### What to work on
Set the records down again in full, exactly as they are, apart from the images.

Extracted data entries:
━━━━━━━━━━

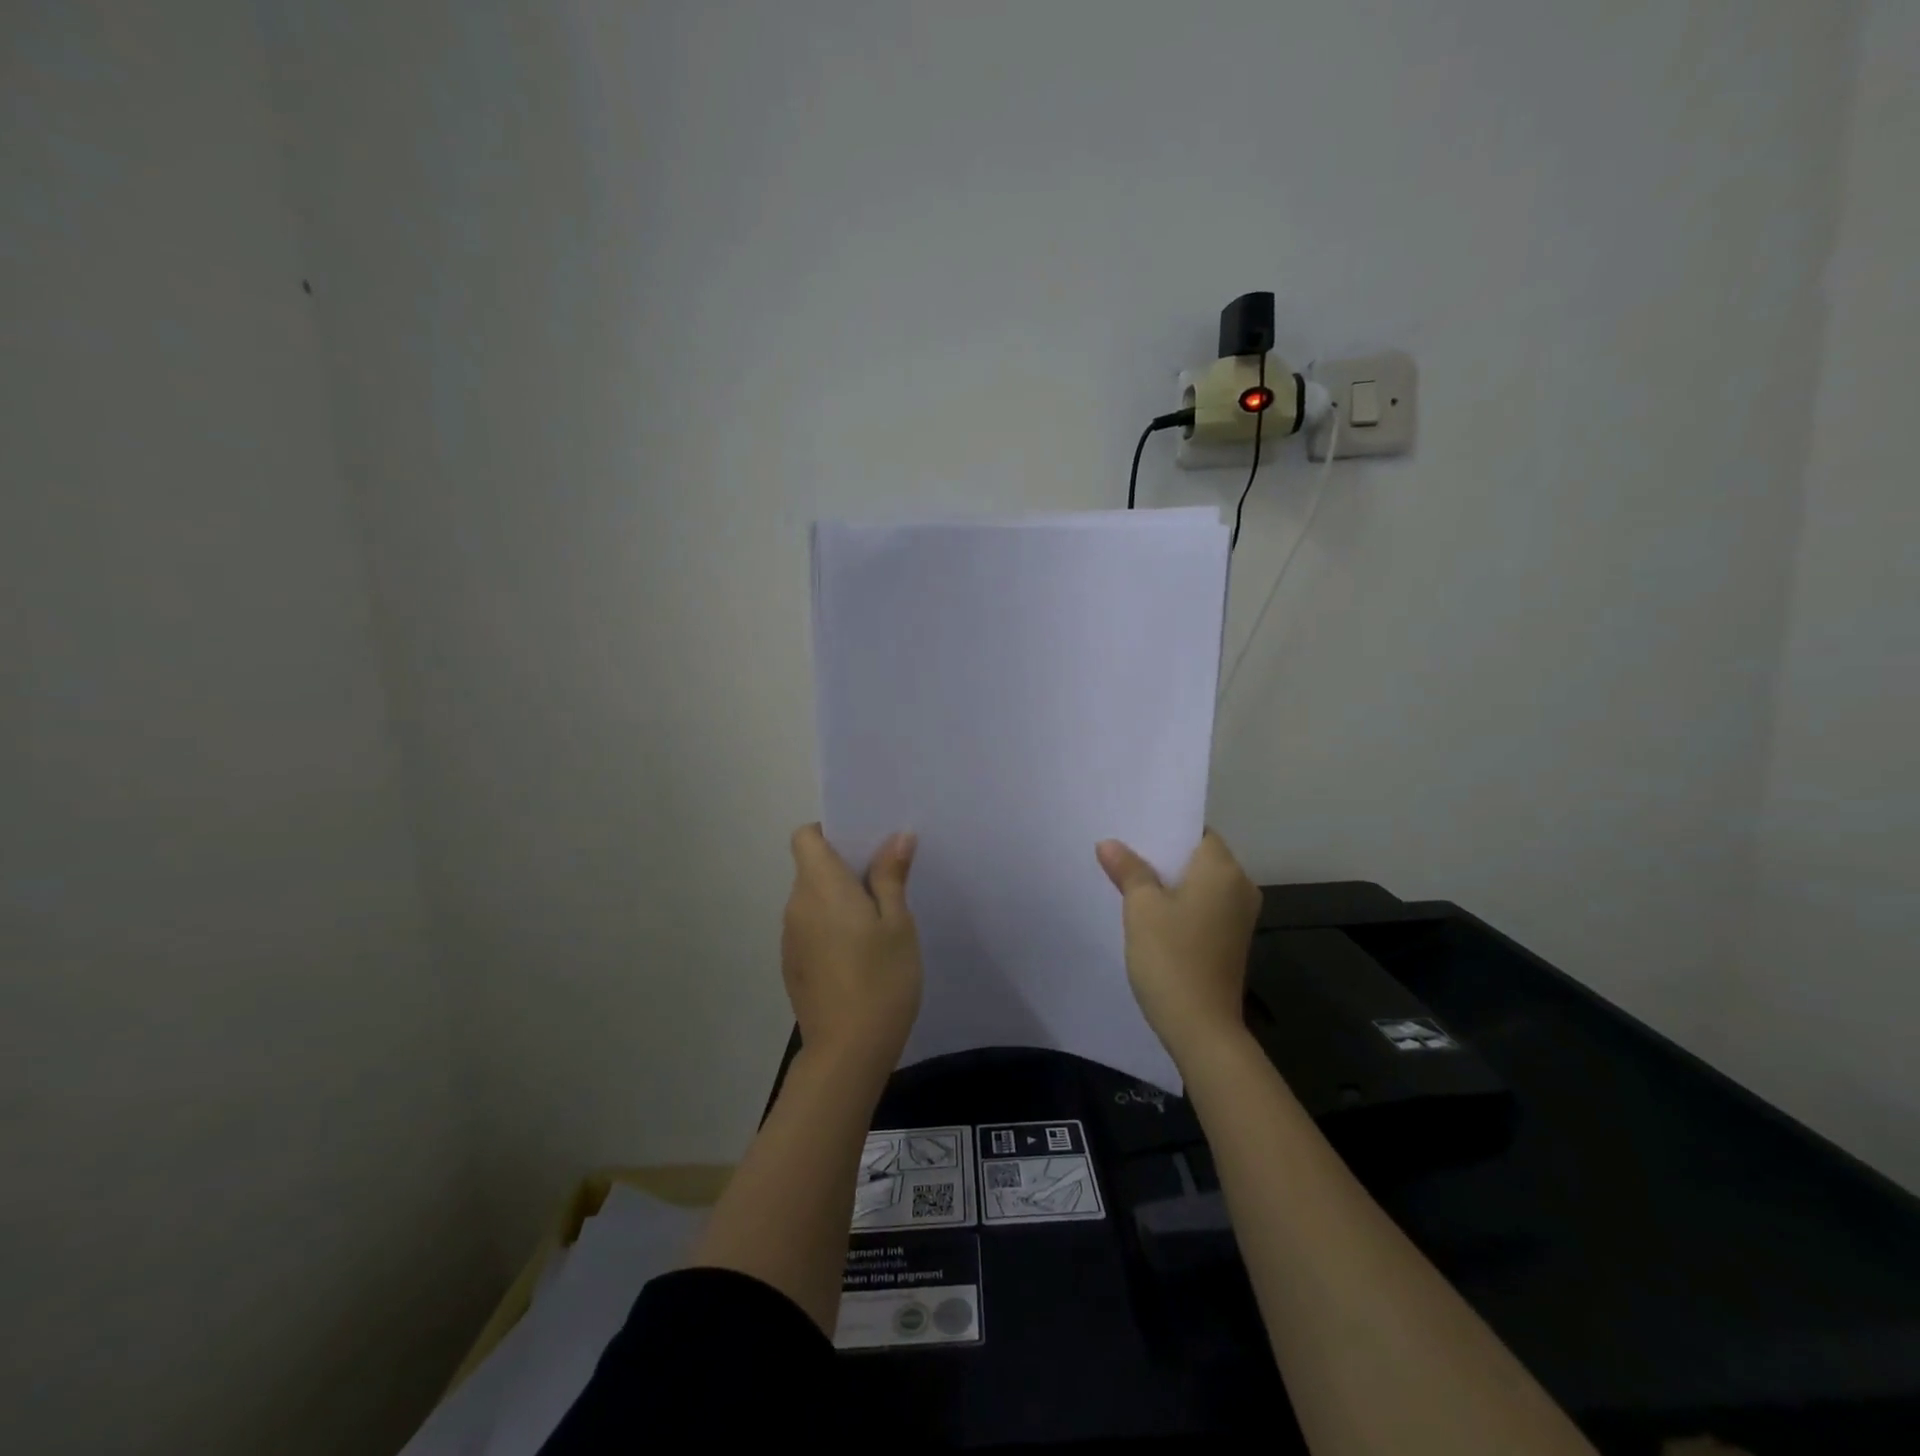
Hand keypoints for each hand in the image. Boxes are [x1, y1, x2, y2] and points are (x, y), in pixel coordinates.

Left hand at [782, 825, 922, 1076]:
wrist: (848, 1051)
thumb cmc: (881, 979)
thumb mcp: (898, 923)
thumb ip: (891, 876)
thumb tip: (896, 836)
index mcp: (821, 886)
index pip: (805, 836)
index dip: (829, 833)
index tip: (862, 847)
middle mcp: (796, 905)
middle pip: (810, 867)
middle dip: (843, 867)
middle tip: (886, 883)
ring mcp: (790, 938)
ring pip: (812, 900)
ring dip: (837, 900)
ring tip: (877, 922)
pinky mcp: (792, 965)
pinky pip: (810, 928)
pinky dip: (830, 928)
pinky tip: (859, 955)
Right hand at [1096, 830, 1261, 1064]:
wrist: (1201, 1027)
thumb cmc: (1171, 956)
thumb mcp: (1141, 907)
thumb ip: (1128, 869)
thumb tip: (1109, 843)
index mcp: (1223, 869)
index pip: (1197, 831)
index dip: (1166, 828)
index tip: (1133, 829)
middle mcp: (1240, 886)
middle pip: (1199, 856)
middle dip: (1163, 855)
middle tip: (1122, 851)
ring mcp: (1239, 916)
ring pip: (1201, 883)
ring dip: (1170, 881)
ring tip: (1130, 879)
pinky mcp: (1232, 940)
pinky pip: (1204, 906)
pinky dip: (1181, 903)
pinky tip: (1151, 912)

━━━━━━━━━━

### Response for this exercise
Hand keypoints for each hand in the image. Boxes are [x1, y1, x2, y2] and points are (x, y), in pixel coordinates.

Left hand at [782, 825, 922, 1076]:
wrist: (848, 1051)
thumb cmc: (881, 979)
thumb mcp: (898, 923)
thumb ip: (891, 876)
thumb tip: (896, 836)
index mcp: (821, 886)
index pip: (805, 836)
index dip: (829, 833)
index tip: (862, 847)
middle mcp: (796, 905)
middle pip: (810, 867)
middle dip: (843, 867)
middle tip: (886, 883)
ring mcp: (790, 938)
ring pip: (812, 900)
ring dip: (837, 900)
ring tip: (877, 922)
pinky mcp: (792, 965)
pinky pip: (810, 928)
pinky dip: (830, 928)
pinky tip: (859, 955)
Right hand at [1096, 830, 1261, 1064]:
wrist: (1201, 1027)
thumb cmc: (1171, 956)
thumb mcp: (1141, 907)
thumb ip: (1128, 869)
thumb tip: (1109, 843)
index mcp: (1223, 869)
index pip: (1197, 831)
index dip: (1166, 828)
index tip: (1133, 829)
middle mcp: (1240, 886)
middle pip: (1199, 856)
middle dip: (1163, 855)
middle tip: (1122, 851)
ring mcp: (1239, 916)
ring pip: (1201, 883)
ring dip: (1170, 881)
ring tip: (1130, 879)
pinky mcp: (1232, 940)
pinky pip: (1204, 906)
pinky dip: (1181, 903)
pinky tip: (1151, 912)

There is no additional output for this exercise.